> _Given entries_
* * *

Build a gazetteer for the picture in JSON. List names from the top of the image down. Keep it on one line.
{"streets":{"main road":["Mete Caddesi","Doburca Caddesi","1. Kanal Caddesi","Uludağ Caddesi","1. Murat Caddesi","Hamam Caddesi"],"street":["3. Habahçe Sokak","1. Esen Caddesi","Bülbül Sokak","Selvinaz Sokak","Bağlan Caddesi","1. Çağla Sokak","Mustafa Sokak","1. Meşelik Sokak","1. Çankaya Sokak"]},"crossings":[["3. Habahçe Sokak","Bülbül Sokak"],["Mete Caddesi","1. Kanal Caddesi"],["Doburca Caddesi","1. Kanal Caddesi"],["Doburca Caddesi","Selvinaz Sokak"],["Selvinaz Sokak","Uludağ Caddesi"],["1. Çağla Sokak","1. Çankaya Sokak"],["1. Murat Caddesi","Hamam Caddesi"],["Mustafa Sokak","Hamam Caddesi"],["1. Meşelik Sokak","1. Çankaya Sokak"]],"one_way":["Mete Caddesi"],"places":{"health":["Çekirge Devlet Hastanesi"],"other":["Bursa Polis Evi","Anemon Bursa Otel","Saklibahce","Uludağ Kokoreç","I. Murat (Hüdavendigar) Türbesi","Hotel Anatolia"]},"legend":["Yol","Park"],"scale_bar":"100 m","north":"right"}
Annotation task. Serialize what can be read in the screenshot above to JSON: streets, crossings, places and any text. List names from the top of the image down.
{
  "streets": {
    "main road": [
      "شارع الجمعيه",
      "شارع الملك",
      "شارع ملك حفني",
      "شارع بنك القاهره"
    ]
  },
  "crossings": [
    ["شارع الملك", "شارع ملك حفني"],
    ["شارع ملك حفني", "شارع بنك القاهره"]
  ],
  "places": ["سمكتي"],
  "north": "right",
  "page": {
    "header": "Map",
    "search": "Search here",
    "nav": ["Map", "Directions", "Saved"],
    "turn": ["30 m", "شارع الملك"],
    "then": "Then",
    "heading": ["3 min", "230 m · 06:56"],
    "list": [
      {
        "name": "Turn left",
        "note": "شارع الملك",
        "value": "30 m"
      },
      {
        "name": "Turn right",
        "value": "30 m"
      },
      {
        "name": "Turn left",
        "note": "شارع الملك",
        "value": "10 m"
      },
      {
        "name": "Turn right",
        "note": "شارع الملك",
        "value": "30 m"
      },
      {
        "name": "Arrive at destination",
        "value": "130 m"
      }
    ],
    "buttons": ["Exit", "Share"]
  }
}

* * *

> _Task to complete_
All lines above with the word "شارع" need to be reported.

> _Solution_
      "شارع الجمعيه",
      "شارع الملك",
      "شارع ملك حفني",
      "شارع بنك القاهره"
    ["شارع الملك", "شارع ملك حفني"],
    ["شارع ملك حفني", "شارع بنك القاهره"]
    "turn": ["30 m", "شارع الملك"],
        "note": "شارع الملك",
        "note": "شارع الملك",
        "note": "شارع الملك",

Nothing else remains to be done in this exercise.